What is expected: What number of lines in the entries below include the string "East"? Respond with that number alone.

(Stored records)
* * * * *
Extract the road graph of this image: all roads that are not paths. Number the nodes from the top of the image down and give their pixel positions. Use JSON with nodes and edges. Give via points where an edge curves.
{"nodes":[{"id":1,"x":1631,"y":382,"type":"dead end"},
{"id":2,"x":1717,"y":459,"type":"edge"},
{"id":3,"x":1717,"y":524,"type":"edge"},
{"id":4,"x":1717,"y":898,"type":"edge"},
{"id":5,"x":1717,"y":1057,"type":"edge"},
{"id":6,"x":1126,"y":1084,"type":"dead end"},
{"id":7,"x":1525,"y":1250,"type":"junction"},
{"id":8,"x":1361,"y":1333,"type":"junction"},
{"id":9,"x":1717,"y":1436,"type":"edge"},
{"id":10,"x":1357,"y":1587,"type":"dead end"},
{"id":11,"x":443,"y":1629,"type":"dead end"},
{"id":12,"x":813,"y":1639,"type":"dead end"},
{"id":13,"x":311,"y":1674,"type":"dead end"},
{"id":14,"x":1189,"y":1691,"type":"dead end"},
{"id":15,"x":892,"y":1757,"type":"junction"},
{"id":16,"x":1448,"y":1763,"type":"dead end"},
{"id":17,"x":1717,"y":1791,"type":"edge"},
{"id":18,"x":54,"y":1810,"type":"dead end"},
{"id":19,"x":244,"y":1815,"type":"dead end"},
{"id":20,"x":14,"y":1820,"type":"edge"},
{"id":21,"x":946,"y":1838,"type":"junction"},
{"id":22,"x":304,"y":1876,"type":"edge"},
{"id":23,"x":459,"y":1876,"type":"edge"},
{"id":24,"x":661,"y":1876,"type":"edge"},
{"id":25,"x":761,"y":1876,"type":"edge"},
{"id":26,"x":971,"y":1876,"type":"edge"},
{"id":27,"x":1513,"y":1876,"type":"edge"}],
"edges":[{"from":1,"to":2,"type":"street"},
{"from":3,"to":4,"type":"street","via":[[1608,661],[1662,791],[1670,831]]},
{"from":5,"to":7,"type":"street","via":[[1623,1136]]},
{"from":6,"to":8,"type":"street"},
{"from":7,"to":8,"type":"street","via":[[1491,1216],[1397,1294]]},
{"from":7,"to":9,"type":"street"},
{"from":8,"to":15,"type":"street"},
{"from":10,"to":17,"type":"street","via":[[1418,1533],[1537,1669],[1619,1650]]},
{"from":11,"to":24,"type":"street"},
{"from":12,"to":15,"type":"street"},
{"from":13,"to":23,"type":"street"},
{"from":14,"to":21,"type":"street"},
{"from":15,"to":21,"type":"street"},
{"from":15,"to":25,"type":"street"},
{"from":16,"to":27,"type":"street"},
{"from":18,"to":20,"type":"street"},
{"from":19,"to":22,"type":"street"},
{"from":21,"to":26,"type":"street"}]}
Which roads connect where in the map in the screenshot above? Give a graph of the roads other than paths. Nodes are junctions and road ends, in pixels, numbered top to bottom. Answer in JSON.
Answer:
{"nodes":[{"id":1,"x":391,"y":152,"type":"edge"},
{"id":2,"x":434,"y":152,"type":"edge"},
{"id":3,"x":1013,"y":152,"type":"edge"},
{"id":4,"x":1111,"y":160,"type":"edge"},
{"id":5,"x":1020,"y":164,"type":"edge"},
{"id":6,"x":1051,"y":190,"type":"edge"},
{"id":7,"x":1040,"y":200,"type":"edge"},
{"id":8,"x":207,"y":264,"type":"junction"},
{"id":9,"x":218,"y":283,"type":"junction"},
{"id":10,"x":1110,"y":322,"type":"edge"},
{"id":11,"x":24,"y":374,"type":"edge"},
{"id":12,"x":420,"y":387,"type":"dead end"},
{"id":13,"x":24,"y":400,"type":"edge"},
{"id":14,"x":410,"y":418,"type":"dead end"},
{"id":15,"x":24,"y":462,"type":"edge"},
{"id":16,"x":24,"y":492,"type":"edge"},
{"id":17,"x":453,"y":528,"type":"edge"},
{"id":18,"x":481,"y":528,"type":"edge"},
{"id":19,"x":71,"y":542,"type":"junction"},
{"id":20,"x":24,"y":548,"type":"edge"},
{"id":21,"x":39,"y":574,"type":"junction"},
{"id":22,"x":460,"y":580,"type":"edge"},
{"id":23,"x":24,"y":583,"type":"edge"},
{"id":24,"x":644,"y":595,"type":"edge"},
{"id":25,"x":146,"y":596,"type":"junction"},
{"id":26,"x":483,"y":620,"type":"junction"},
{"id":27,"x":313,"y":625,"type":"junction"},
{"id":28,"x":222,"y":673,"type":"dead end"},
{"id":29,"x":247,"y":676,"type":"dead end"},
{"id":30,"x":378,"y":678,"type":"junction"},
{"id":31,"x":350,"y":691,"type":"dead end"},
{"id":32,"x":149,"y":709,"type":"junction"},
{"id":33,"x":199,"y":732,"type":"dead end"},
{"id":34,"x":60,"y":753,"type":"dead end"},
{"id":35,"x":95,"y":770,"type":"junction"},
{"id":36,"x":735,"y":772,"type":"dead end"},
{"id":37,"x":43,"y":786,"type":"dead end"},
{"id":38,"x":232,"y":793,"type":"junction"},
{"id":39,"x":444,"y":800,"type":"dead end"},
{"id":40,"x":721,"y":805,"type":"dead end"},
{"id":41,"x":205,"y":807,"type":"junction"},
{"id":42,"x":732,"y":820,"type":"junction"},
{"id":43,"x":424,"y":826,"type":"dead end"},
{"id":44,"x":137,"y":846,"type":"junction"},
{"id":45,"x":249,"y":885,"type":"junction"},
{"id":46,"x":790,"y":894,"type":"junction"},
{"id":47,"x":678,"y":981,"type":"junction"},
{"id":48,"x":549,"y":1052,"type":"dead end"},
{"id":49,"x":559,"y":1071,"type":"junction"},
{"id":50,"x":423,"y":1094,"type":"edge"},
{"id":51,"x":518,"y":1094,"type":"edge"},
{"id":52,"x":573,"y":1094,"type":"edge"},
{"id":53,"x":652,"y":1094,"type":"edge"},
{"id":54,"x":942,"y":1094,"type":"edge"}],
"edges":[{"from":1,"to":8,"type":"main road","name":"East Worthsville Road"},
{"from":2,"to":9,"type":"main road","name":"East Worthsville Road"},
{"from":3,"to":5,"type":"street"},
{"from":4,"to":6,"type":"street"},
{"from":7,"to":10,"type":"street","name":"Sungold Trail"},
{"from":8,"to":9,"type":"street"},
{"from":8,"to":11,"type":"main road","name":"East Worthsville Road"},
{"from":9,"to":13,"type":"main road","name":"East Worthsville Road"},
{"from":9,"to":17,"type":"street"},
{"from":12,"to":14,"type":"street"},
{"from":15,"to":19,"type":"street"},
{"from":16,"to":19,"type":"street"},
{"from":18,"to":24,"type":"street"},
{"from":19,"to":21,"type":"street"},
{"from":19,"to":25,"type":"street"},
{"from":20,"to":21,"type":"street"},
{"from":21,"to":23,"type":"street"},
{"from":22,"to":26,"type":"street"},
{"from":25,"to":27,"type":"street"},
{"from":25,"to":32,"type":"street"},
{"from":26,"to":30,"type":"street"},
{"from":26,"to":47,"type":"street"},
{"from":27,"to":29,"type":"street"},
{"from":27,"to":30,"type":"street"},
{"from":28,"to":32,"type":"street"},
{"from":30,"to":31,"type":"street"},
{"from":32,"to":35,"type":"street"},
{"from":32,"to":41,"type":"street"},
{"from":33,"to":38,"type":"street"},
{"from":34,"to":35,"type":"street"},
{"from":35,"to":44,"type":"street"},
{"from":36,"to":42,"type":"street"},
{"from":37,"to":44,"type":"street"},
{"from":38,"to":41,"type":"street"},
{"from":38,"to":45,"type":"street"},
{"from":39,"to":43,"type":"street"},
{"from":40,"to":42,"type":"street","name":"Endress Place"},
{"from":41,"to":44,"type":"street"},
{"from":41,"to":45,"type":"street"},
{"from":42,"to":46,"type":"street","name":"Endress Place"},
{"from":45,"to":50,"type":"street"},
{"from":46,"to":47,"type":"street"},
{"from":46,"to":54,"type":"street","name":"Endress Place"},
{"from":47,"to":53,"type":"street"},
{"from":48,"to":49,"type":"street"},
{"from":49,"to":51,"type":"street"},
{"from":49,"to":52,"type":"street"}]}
* * * * *
Response box: 4